262. Non è però soltanto per mezzo dei vulcani e delle sorgenti termali che gli effetti del calore interno si fanno sentire alla superficie. Questa solida vôlta sulla quale camminiamo, trema, si alza, si abbassa, si spacca. Non avete mai provato un terremoto? Nell’impeto del suo furore scuote la terra, la spezza, inghiotte alberi e cose, e seppellisce centinaja e migliaja di uomini sotto le rovine delle loro città. I terremoti si fanno sentire più frequenti nell’interno od in vicinanza dei distretti vulcanici, e precedono, forse senza eccezione, le eruzioni.
263. Alcune regioni si sollevano lentamente. Vedeste infatti come certi scogli sparsi sul littorale, che erano in altri tempi sommersi dall’alta marea, ora si trovano costantemente all’asciutto; mentre altri, che non si erano mai visti sporgere il capo dall’onde, cominciano a poco a poco a mostrarsi. Alcune regioni, invece, lentamente si abbassano. Pile, argini, antichi monumenti costrutti sulla terra ferma, si mostrano ora sommersi nel mare che andò a poco a poco estendendosi e alzandosi sopra la terra. Queste oscillazioni della superficie del globo, sono effetti pur esse del calore interno.
264. Voi vedete ora come, per mezzo del calore interno, la natura abbia potuto provvedere alla conservazione della terra asciutta. Se le pioggie, il gelo, i fiumi, i ghiacciai, il mare, continuassero a demolire la terra asciutta, senza che la loro opera di devastazione fosse in nessun modo controbilanciata; la terra stessa, come abbiam detto, dovrebbe alla fine scomparire, anzi sarebbe già scomparsa da lungo tempo.

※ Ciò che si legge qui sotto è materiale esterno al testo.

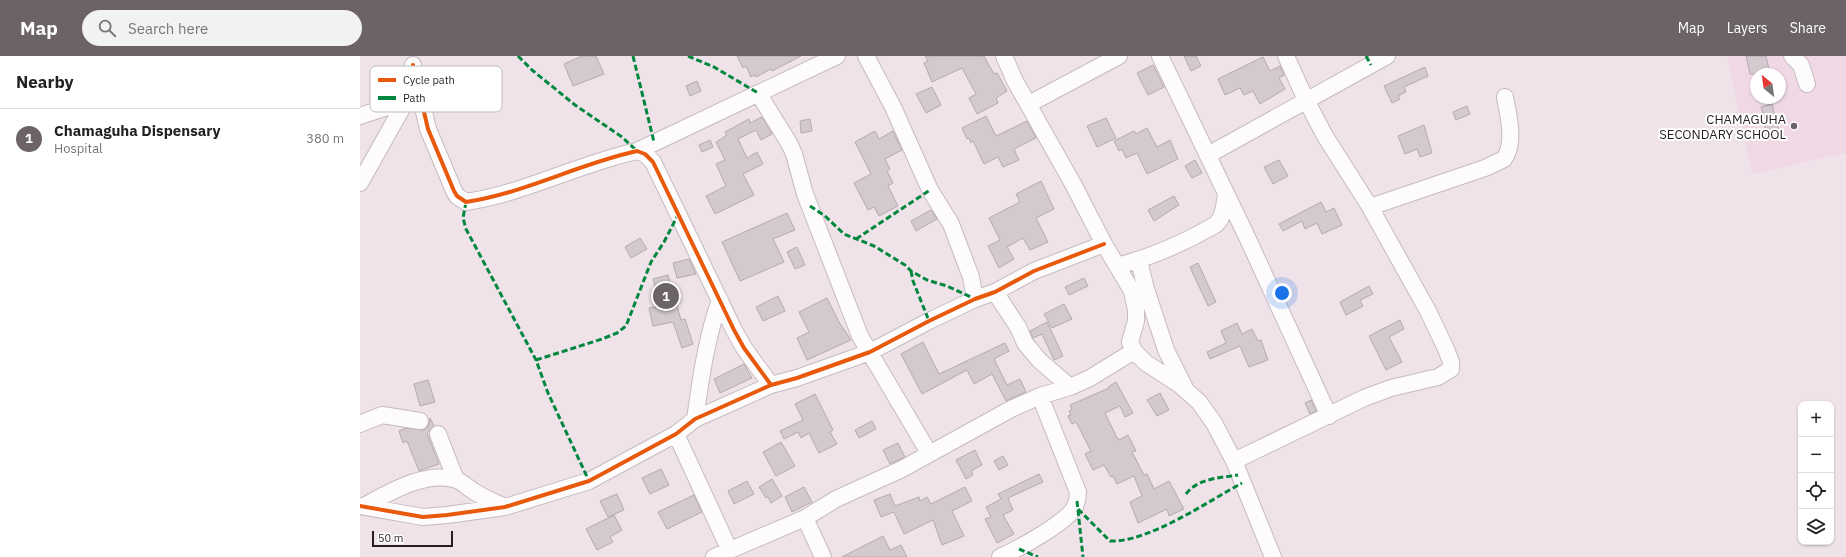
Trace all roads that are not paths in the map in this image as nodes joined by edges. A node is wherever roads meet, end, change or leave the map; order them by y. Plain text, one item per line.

Ma il calore interno, sospingendo qua e là la crosta del globo, fa sì che certe porzioni della superficie acquistino una elevazione maggiore, ed altre porzioni del fondo del mare emergono e sono convertite in terra asciutta.
265. Questi sollevamenti ebbero luogo in diverse epoche nelle diverse parti del mondo. Si è già osservato altrove (§ 249), che le montagne sono composte di rocce, le quali si formarono originariamente sul fondo del mare, e furono in seguito sollevate, fino a costituire l’interno dei continenti e le cime più elevate dei monti.